*Your goal:*
A verbatim copy of the data is wanted, minus any picture in it.

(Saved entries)
━━━━━━━━
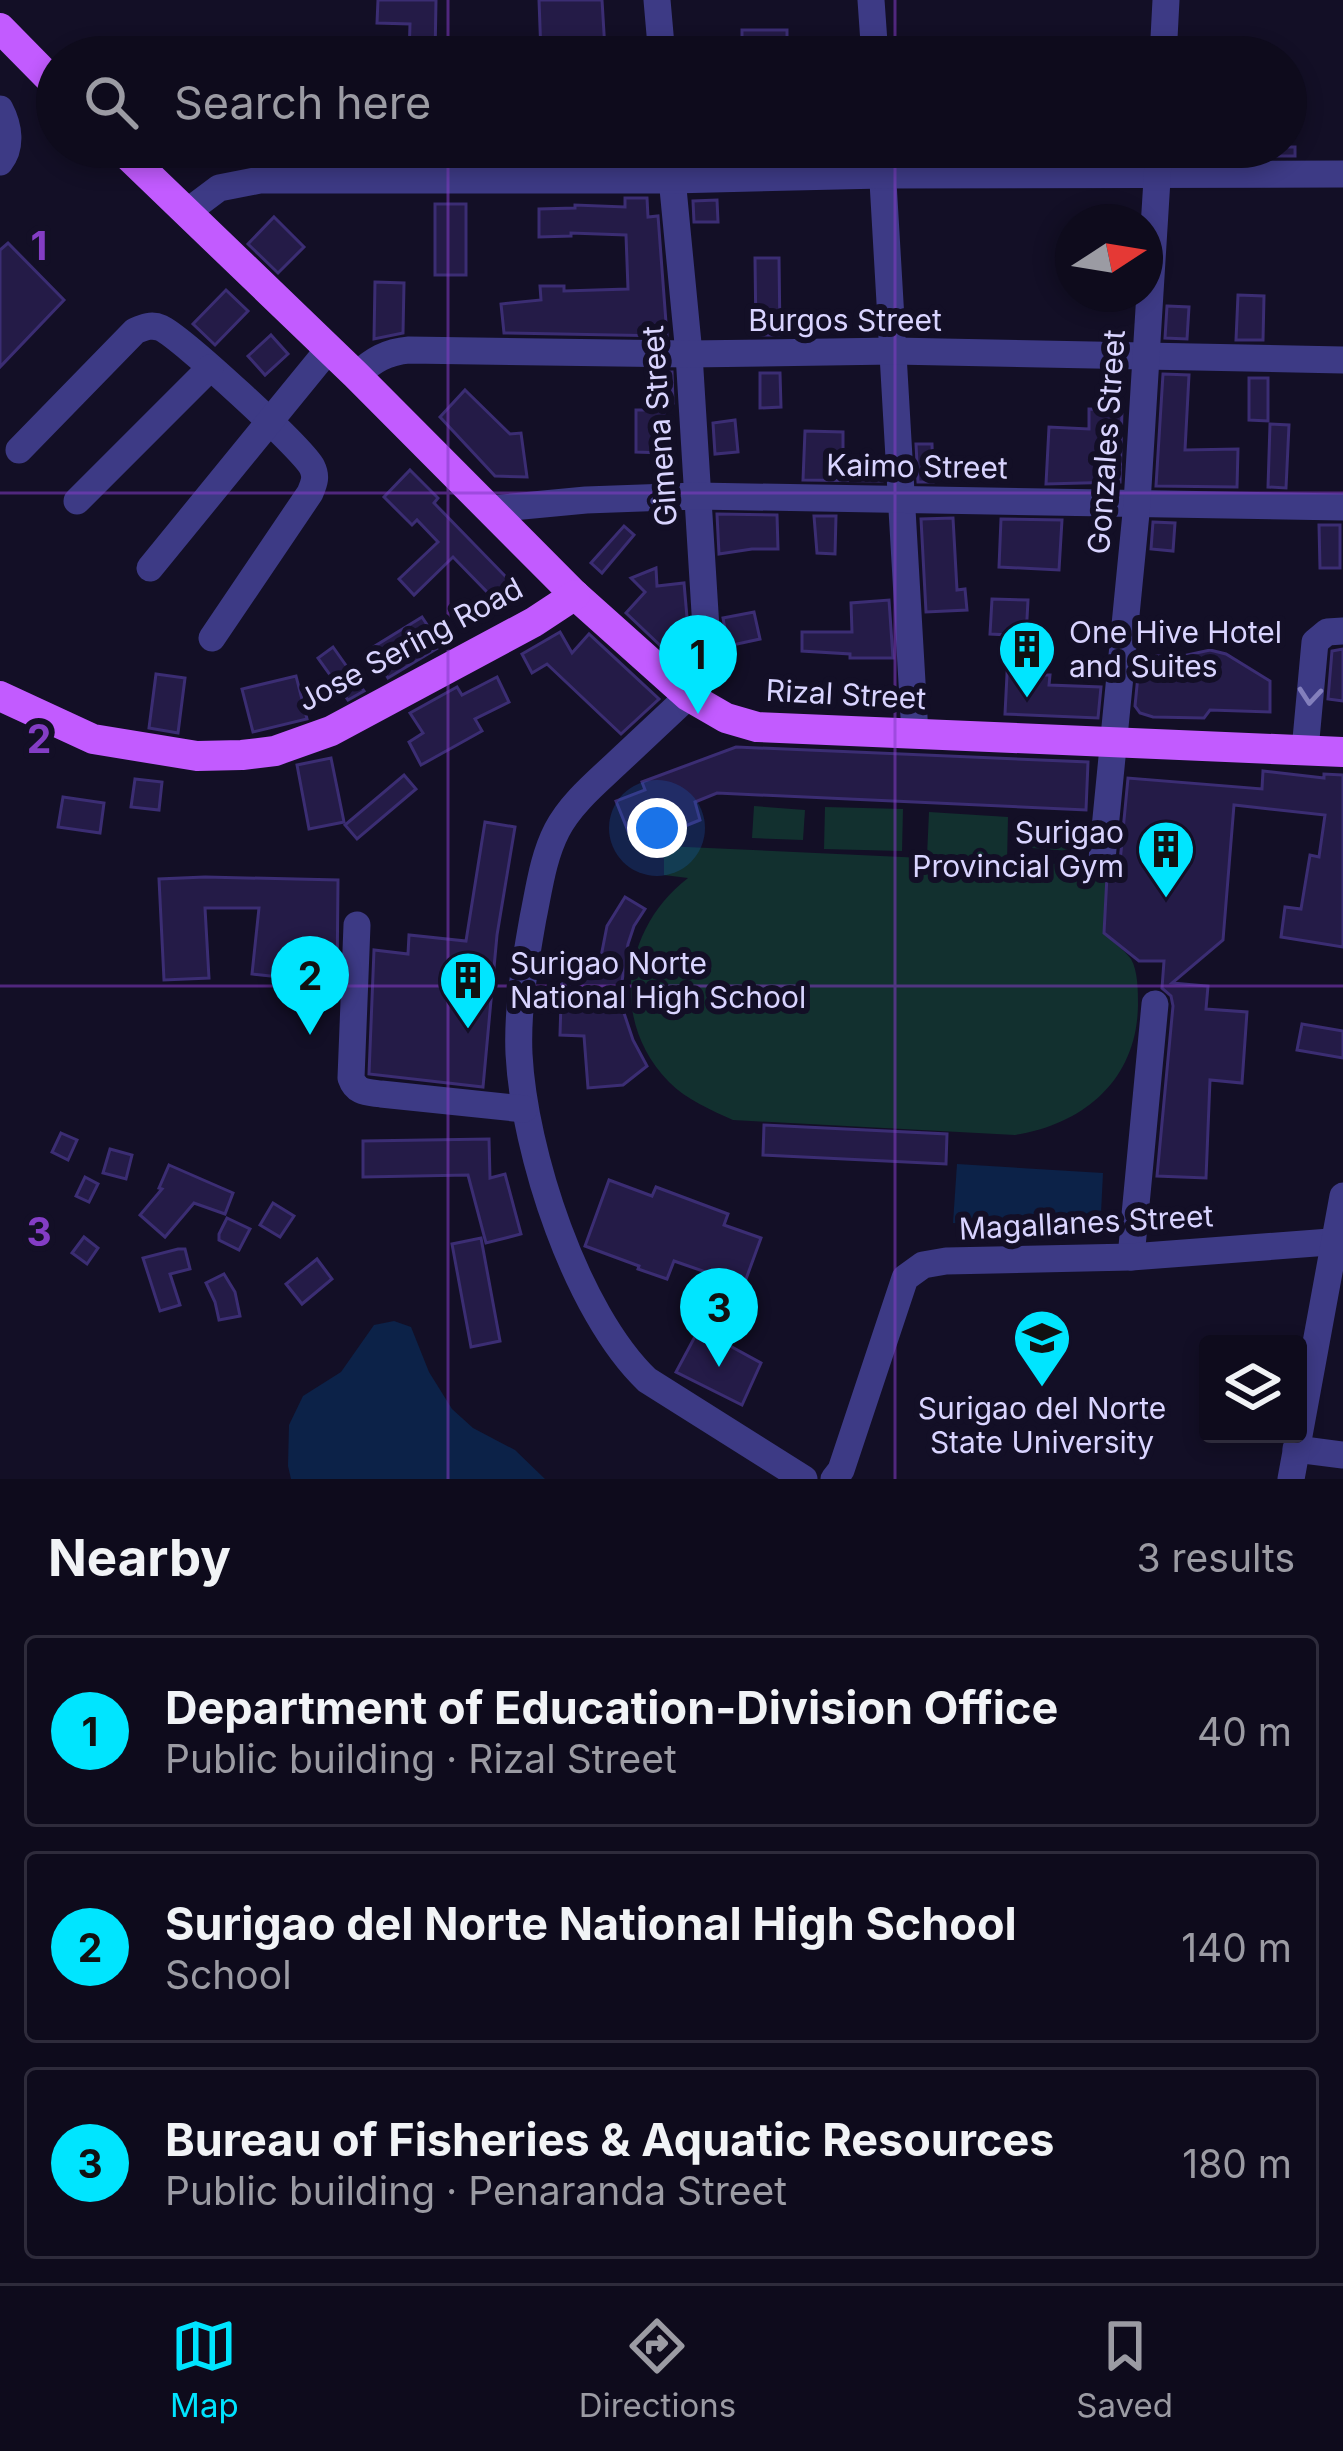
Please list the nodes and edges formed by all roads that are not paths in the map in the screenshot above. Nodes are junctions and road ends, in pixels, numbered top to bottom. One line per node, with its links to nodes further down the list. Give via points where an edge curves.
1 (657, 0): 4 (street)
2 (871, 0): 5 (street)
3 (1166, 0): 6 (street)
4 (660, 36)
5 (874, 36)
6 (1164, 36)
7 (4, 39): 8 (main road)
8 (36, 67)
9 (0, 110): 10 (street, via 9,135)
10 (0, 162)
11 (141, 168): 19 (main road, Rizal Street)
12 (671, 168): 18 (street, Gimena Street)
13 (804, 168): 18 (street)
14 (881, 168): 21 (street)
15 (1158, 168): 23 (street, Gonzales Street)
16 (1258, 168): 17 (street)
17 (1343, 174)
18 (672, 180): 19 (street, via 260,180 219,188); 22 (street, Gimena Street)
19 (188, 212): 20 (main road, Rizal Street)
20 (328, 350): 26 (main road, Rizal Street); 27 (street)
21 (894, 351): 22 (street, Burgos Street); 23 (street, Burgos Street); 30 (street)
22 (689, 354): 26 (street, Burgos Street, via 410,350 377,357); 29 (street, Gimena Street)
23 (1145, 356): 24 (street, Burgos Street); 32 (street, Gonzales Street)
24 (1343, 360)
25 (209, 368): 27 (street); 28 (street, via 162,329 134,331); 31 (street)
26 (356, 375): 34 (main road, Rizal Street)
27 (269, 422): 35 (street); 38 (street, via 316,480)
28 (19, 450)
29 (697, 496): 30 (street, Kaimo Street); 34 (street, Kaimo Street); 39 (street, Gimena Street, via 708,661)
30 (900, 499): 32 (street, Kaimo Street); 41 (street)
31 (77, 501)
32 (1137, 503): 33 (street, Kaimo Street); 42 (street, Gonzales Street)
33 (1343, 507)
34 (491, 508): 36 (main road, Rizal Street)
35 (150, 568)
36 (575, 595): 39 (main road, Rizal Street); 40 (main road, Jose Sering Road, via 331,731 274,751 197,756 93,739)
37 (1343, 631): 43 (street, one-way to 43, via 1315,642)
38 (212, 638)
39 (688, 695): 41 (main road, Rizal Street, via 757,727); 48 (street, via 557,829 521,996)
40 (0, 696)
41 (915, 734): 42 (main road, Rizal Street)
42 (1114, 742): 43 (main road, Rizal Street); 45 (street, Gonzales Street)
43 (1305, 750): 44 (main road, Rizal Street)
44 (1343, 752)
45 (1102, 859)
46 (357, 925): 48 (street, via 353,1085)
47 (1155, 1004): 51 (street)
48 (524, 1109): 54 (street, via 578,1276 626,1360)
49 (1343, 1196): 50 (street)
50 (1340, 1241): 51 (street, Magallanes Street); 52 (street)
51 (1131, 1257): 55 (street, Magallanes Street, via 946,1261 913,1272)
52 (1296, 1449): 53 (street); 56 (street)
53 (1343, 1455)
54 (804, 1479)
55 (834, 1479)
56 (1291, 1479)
━━━━━━━━
*Written solution:*
Please list the nodes and edges formed by all roads that are not paths in the map in the screenshot above. Nodes are junctions and road ends, in pixels, numbered top to bottom. One line per node, with its links to nodes further down the list. Give via points where an edge curves.
1 (657, 0): 4 (street)
2 (871, 0): 5 (street)
3 (1166, 0): 6 (street)
4 (660, 36)
5 (874, 36)
6 (1164, 36)
7 (4, 39): 8 (main road)
8 (36, 67)
9 (0, 110): 10 (street, via 9,135)
10 (0, 162)
11 (141, 168): 19 (main road, Rizal Street)
12 (671, 168): 18 (street, Gimena Street)
13 (804, 168): 18 (street)
14 (881, 168): 21 (street)
15 (1158, 168): 23 (street, Gonzales Street)
16 (1258, 168): 17 (street)
17 (1343, 174)
18 (672, 180): 19 (street, via 260,180 219,188); 22 (street, Gimena Street)
19 (188, 212): 20 (main road, Rizal Street)
20 (328, 350): 26 (main road, Rizal Street); 27 (street)
21 (894, 351): 22 (street, Burgos Street); 23 (street, Burgos Street); 30 (street)
22 (689, 354): 26 (street, Burgos Street, via 410,350 377,357); 29 (street, Gimena Street)
23 (1145, 356): 24 (street, Burgos Street); 32 (street, Gonzales Street)
24 (1343, 360)
25 (209, 368): 27 (street); 28 (street, via 162,329 134,331); 31 (street)
26 (356, 375): 34 (main road, Rizal Street)
27 (269, 422): 35 (street); 38 (street, via 316,480)
28 (19, 450)
29 (697, 496): 30 (street, Kaimo Street); 34 (street, Kaimo Street); 39 (street, Gimena Street, via 708,661)
30 (900, 499): 32 (street, Kaimo Street); 41 (street)
31 (77, 501)
32 (1137, 503): 33 (street, Kaimo Street); 42 (street, Gonzales Street)
33 (1343, 507)
34 (491, 508): 36 (main road, Rizal Street)
35 (150, 568)
36 (575, 595): 39 (main road, Rizal Street); 40 (main road, Jose Sering Road, via 331,731 274,751 197,756 93,739)
37 (1343, 631): 43 (street, one-way to 43, via 1315,642)
38 (212, 638)
39 (688, 695): 41 (main road, Rizal Street, via 757,727); 48 (street, via 557,829 521,996)
40 (0, 696)
41 (915, 734): 42 (main road, Rizal Street)
42 (1114, 742): 43 (main road, Rizal Street); 45 (street, Gonzales Street)
43 (1305, 750): 44 (main road, Rizal Street)
44 (1343, 752)
45 (1102, 859)
46 (357, 925): 48 (street, via 353,1085)
47 (1155, 1004): 51 (street)
48 (524, 1109): 54 (street, via 578,1276 626,1360)
49 (1343, 1196): 50 (street)
50 (1340, 1241): 51 (street, Magallanes Street); 52 (street)
51 (1131, 1257): 55 (street, Magallanes Street, via 946,1261 913,1272)
52 (1296, 1449): 53 (street); 56 (street)
53 (1343, 1455)
54 (804, 1479)
55 (834, 1479)
56 (1291, 1479)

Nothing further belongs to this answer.